** Information follows **
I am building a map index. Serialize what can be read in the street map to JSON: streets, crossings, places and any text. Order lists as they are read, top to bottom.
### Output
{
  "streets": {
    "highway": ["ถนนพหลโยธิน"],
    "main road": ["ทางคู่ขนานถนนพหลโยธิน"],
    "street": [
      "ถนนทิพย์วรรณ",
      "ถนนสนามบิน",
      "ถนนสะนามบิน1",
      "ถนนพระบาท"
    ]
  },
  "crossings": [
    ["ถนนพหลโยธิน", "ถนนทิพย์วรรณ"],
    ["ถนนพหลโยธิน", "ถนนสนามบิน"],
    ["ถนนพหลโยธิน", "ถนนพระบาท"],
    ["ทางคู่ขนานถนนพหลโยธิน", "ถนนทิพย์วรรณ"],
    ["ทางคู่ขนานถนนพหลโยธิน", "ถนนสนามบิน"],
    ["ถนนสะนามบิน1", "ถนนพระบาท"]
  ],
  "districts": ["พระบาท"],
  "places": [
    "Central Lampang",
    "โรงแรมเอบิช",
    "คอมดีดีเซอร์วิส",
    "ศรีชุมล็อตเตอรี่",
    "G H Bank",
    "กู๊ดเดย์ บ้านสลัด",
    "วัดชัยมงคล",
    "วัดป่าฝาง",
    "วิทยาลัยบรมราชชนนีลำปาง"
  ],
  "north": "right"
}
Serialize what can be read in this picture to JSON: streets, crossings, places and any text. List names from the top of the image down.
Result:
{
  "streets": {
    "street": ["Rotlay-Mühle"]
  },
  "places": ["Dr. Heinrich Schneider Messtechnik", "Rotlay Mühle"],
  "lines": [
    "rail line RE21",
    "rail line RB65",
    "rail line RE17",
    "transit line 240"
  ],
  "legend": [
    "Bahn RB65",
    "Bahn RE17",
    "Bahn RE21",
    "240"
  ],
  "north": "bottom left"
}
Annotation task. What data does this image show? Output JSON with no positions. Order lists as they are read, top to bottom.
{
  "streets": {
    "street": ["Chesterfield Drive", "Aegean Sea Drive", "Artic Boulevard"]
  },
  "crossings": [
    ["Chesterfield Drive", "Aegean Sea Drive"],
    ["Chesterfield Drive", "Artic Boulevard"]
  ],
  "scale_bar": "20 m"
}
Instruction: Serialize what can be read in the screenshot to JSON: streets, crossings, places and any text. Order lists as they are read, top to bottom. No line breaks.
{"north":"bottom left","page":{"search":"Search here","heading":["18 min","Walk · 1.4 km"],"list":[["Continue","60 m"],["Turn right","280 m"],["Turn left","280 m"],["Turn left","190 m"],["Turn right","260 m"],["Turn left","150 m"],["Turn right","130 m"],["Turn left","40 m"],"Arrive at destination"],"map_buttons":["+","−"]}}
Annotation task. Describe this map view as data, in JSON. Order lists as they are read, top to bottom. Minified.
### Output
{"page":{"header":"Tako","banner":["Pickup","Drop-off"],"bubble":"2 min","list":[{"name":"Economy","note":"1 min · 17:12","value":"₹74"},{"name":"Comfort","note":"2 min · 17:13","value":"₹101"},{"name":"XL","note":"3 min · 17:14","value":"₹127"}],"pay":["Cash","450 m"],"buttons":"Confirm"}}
** End of Information **
Problem description — Every single line in the records above must be written out exactly.

Exercise solution —
I am building a map index. Serialize what can be read in the street map to JSON: streets, crossings, places and any text. Order lists as they are read, top to bottom.
### Output
{
  "streets": {
    "highway": ["ถนนพหลโยธิน"],
    "main road": ["ทางคู่ขนานถนนพหลโยธิน"],
    "street": [
      "ถนนทิพย์วรรณ",
      "ถนนสนามบิน",
      "ถนนสะนามบิน1",
      "ถนนพระบาท"
    ]
  },
  "crossings": [
    ["ถนนพหลโยธิน", "ถนนทิพย์วรรณ"],
    ["ถนนพหลโยธิน", "ถนนสนามบิน"],
    ["ถนนพหลโยธิน", "ถนนพระบาท"],
    ["ทางคู่ขนานถนนพหลโยธิน", "ถนนทิพย์วรรณ"],
    ["ทางคู่ขนานถนนพหลโยธิน", "ถนนสนามบิน"],
    ["ถนนสะนามบิน1", "ถนนพระบาท"]
  ],
  "districts": ["พระบาท"],
  "places": [
    "Central Lampang",
    "โรงแรมเอบิช",
    "คอมดีดีเซอร์วิส",
    "ศรีชุมล็อตเตอรี่",
    "G H Bank",
    "กู๊ดเดย์ บ้านสลัด",
    "วัดชัยมงคล",
    "วัดป่าฝาง",
    "วิทยาลัยบรมราชชนนีลำปาง"
  ],
  "north": "right"
}
Serialize what can be read in this picture to JSON: streets, crossings, places and any text. List names from the top of the image down.
Result:
{
  "streets": {
    "street": ["Rotlay-Mühle"]
  },
  "places": ["Dr. Heinrich Schneider Messtechnik", "Rotlay Mühle"],
  "lines": [
    "rail line RE21",
    "rail line RB65",
    "rail line RE17",
    "transit line 240"
  ],
  "legend": [
    "Bahn RB65",
    "Bahn RE17",
    "Bahn RE21",
    "240"
  ],
  "north": "bottom left"
}
Annotation task. What data does this image show? Output JSON with no positions. Order lists as they are read, top to bottom.
{
  "streets": {
    "street": ["Chesterfield Drive", "Aegean Sea Drive", "Artic Boulevard"]
  },
  "crossings": [
    ["Chesterfield Drive", "Aegean Sea Drive"],
    ["Chesterfield Drive", "Artic Boulevard"]
  ],
  "scale_bar": "20 m"
}
Instruction: Serialize what can be read in the screenshot to JSON: streets, crossings, places and any text. Order lists as they are read, top to bottom. No line breaks.
{"north":"bottom left","page":{"search":"Search here","heading":["18 min","Walk · 1.4 km"],"list":[["Continue","60 m"],["Turn right","280 m"],["Turn left","280 m"],["Turn left","190 m"],["Turn right","260 m"],["Turn left","150 m"],["Turn right","130 m"],["Turn left","40 m"],"Arrive at destination"],"map_buttons":["+","−"]}}
Annotation task. Describe this map view as data, in JSON. Order lists as they are read, top to bottom. Minified.
### Output
{"page":{"header":"Tako","banner":["Pickup","Drop-off"],"bubble":"2 min","list":[{"name":"Economy","note":"1 min · 17:12","value":"₹74"},{"name":"Comfort","note":"2 min · 17:13","value":"₹101"},{"name":"XL","note":"3 min · 17:14","value":"₹127"}],"pay":["Cash","450 m"],"buttons":"Confirm"}}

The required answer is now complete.